*WHAT YOU SHOULD DO*.
Your response should consist of the lines below, printed exactly.

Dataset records
[Start of Attachment]
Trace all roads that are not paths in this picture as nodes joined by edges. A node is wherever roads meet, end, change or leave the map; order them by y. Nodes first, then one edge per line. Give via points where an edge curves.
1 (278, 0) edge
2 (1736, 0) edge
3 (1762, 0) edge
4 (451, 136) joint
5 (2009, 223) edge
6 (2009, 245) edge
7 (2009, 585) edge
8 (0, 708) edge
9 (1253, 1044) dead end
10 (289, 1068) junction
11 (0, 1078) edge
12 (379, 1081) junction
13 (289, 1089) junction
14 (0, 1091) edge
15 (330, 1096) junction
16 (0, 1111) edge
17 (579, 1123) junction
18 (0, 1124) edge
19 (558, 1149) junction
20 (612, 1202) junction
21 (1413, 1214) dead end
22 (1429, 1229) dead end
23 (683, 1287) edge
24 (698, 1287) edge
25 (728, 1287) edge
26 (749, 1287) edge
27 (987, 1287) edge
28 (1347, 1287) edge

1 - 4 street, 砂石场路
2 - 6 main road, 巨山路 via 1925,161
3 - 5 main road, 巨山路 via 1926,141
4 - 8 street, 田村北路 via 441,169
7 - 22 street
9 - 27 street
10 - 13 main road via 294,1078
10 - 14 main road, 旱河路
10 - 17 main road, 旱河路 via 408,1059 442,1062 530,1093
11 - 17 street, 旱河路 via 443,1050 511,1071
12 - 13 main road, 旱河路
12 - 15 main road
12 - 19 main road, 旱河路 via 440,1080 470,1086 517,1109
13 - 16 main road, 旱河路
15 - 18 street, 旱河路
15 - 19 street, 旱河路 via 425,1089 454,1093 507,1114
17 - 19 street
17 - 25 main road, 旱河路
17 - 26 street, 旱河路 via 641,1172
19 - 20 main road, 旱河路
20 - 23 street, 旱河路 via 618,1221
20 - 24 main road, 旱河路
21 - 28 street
[End of Attachment]
*EXERCISE RESULT*.
Trace all roads that are not paths in this picture as nodes joined by edges. A node is wherever roads meet, end, change or leave the map; order them by y. Nodes first, then one edge per line. Give via points where an edge curves.
1 (278, 0) edge
2 (1736, 0) edge
3 (1762, 0) edge
4 (451, 136) joint
5 (2009, 223) edge
6 (2009, 245) edge
7 (2009, 585) edge
8 (0, 708) edge
9 (1253, 1044) dead end
10 (289, 1068) junction
11 (0, 1078) edge
12 (379, 1081) junction
13 (289, 1089) junction
14 (0, 1091) edge
15 (330, 1096) junction
16 (0, 1111) edge
17 (579, 1123) junction
18 (0, 1124) edge
19 (558, 1149) junction
20 (612, 1202) junction
21 (1413, 1214) dead end
22 (1429, 1229) dead end
23 (683, 1287) edge
24 (698, 1287) edge
25 (728, 1287) edge
26 (749, 1287) edge
27 (987, 1287) edge
28 (1347, 1287) edge

1 - 4 street, 砂石场路
2 - 6 main road, 巨山路 via 1925,161
3 - 5 main road, 巨山路 via 1926,141
4 - 8 street, 田村北路 via 441,169
7 - 22 street
9 - 27 street
10 - 13 main road via 294,1078
10 - 14 main road, 旱河路
10 - 17 main road, 旱河路 via 408,1059 442,1062 530,1093
11 - 17 street, 旱河路 via 443,1050 511,1071
12 - 13 main road, 旱河路
12 - 15 main road
12 - 19 main road, 旱河路 via 440,1080 470,1086 517,1109
13 - 16 main road, 旱河路
15 - 18 street, 旱河路
15 - 19 street, 旱河路 via 425,1089 454,1093 507,1114
17 - 19 street
17 - 25 main road, 旱河路
17 - 26 street, 旱河路 via 641,1172
19 - 20 main road, 旱河路
20 - 23 street, 旱河路 via 618,1221
20 - 24 main road, 旱河路
21 - 28 street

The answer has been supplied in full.